*Exercise:* Where the string "dead" appears in a line of the data, show that line.
*** Begin section ***
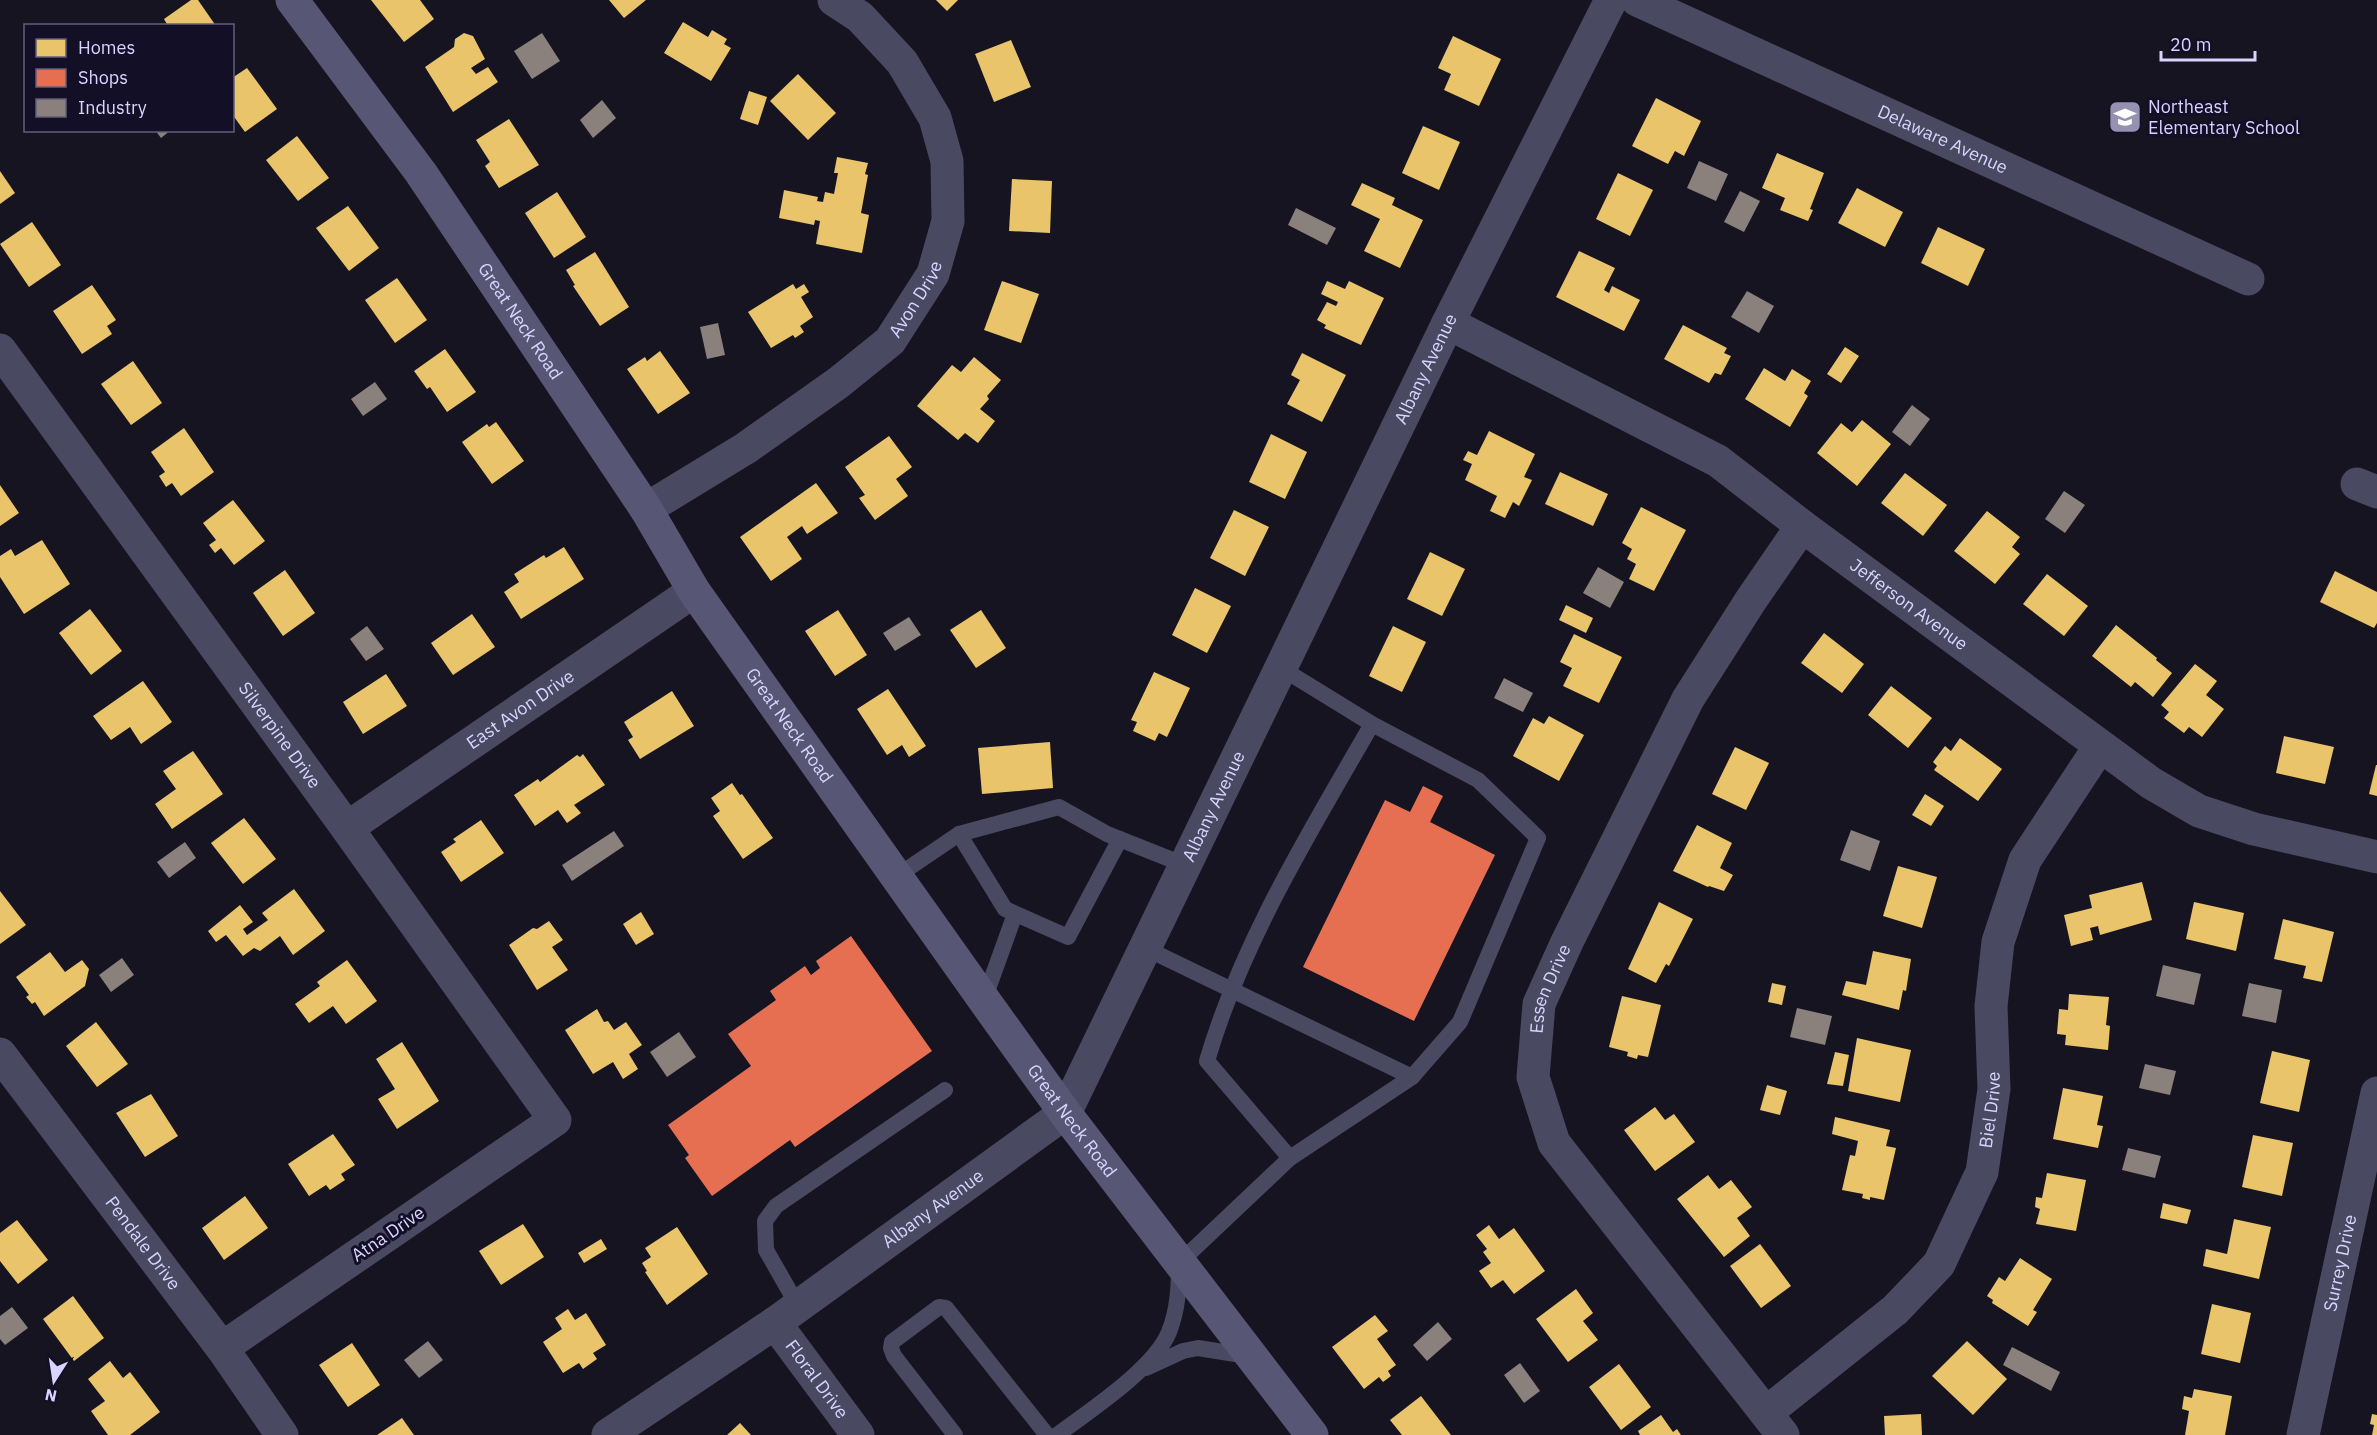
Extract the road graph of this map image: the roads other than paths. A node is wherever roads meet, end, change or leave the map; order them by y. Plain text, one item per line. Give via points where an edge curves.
1 (292, 0) edge
2 (834, 0) edge
3 (1611, 0) edge
4 (1637, 0) edge
5 (2248, 279) dead end
6 (1448, 323) junction
7 (0, 350) edge
8 (646, 509) junction
9 (1803, 526) junction
10 (694, 591) junction
11 (1281, 668) junction
12 (1372, 724) junction
13 (2100, 746) junction
14 (347, 828) junction
15 (959, 834) junction
16 (1120, 839) junction
17 (2377, 857) edge
18 (1185, 865) junction
19 (897, 876) junction
20 (1015, 914) junction
21 (1145, 948) junction
22 (1232, 990) junction
23 (984, 1000) junction
24 (0, 1054) edge
25 (1412, 1077) junction
26 (945, 1090) dead end
27 (2377, 1093) edge
28 (1065, 1113) junction
29 (555, 1120) joint
30 (1290, 1158) junction
31 (1179, 1263) junction
32 (787, 1315) junction
33 (222, 1348) junction
34 (1251, 1357) junction
35 (1140, 1370) junction
36 (1775, 1424) edge
37 (282, 1435) edge
38 (608, 1435) edge
39 (858, 1435) edge
40 (955, 1435) edge
41 (1047, 1435) edge
42 (1057, 1435) edge
43 (1312, 1435) edge
44 (2303, 1435) edge

1 - 8 main road, Great Neck Road via 422,173
2 - 8 street, Avon Drive via 860,17 902,62 935,118 947,161 948,221 933,274 890,341 746,448
3 - 6 street, Albany Avenue
4 - 5 street, Delaware Avenue
6 - 9 street, Jefferson Avenue via 1718,460
6 - 11 street, Albany Avenue
7 - 14 street, Silverpine Drive
8 - 10 main road, Great Neck Road
9 - 13 street, Jefferson Avenue
9 - 36 street, Essen Drive via 1688,699 1567,942 1539,1004 1533,1077 1554,1143
10 - 14 street, East Avon Drive
10 - 19 main road, Great Neck Road
11 - 12 lane
11 - 18 street, Albany Avenue
12 - 22 lane via 1308,836
12 - 25 lane via 1478,780 1538,838 1460,1022
13 - 17 street, Jefferson Avenue via 2199,811 2254,829
13 - 36 street, Biel Drive via 2025,860 1998,942 1991,1006 1994,1089 1982,1172 1939,1264
14 - 29 street, Silverpine Drive
15 - 16 lane via 1059,807
15 - 19 lane
15 - 20 lane via 1005,909
16 - 18 lane
16 - 20 lane via 1068,937
18 - 21 street, Albany Avenue
19 - 23 main road, Great Neck Road
20 - 23 lane
21 - 22 lane
21 - 28 street, Albany Avenue
22 - 25 lane
22 - 30 lane via 1207,1061
23 - 28 main road, Great Neck Road
24 - 33 street, Pendale Drive
25 - 30 lane
26 - 32 lane via 776,1206 765,1221 766,1250
27 - 44 street, Surrey Drive
28 - 31 main road, Great Neck Road
28 - 32 street, Albany Avenue
29 - 33 street, Atna Drive
30 - 31 lane
31 - 34 main road, Great Neck Road
31 - 35 lane via 1179,1296 1169,1333
32 - 38 street, Albany Avenue
32 - 39 street, Floral Drive
33 - 37 street, Pendale Drive
34 - 35 lane via 1198,1348
34 - 43 main road, Great Neck Road
35 - 42 lane
40 - 41 lane via 891,1348 892,1342 939,1307 946,1308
*** End section ***
*Solution:*
5 (2248, 279) dead end
26 (945, 1090) dead end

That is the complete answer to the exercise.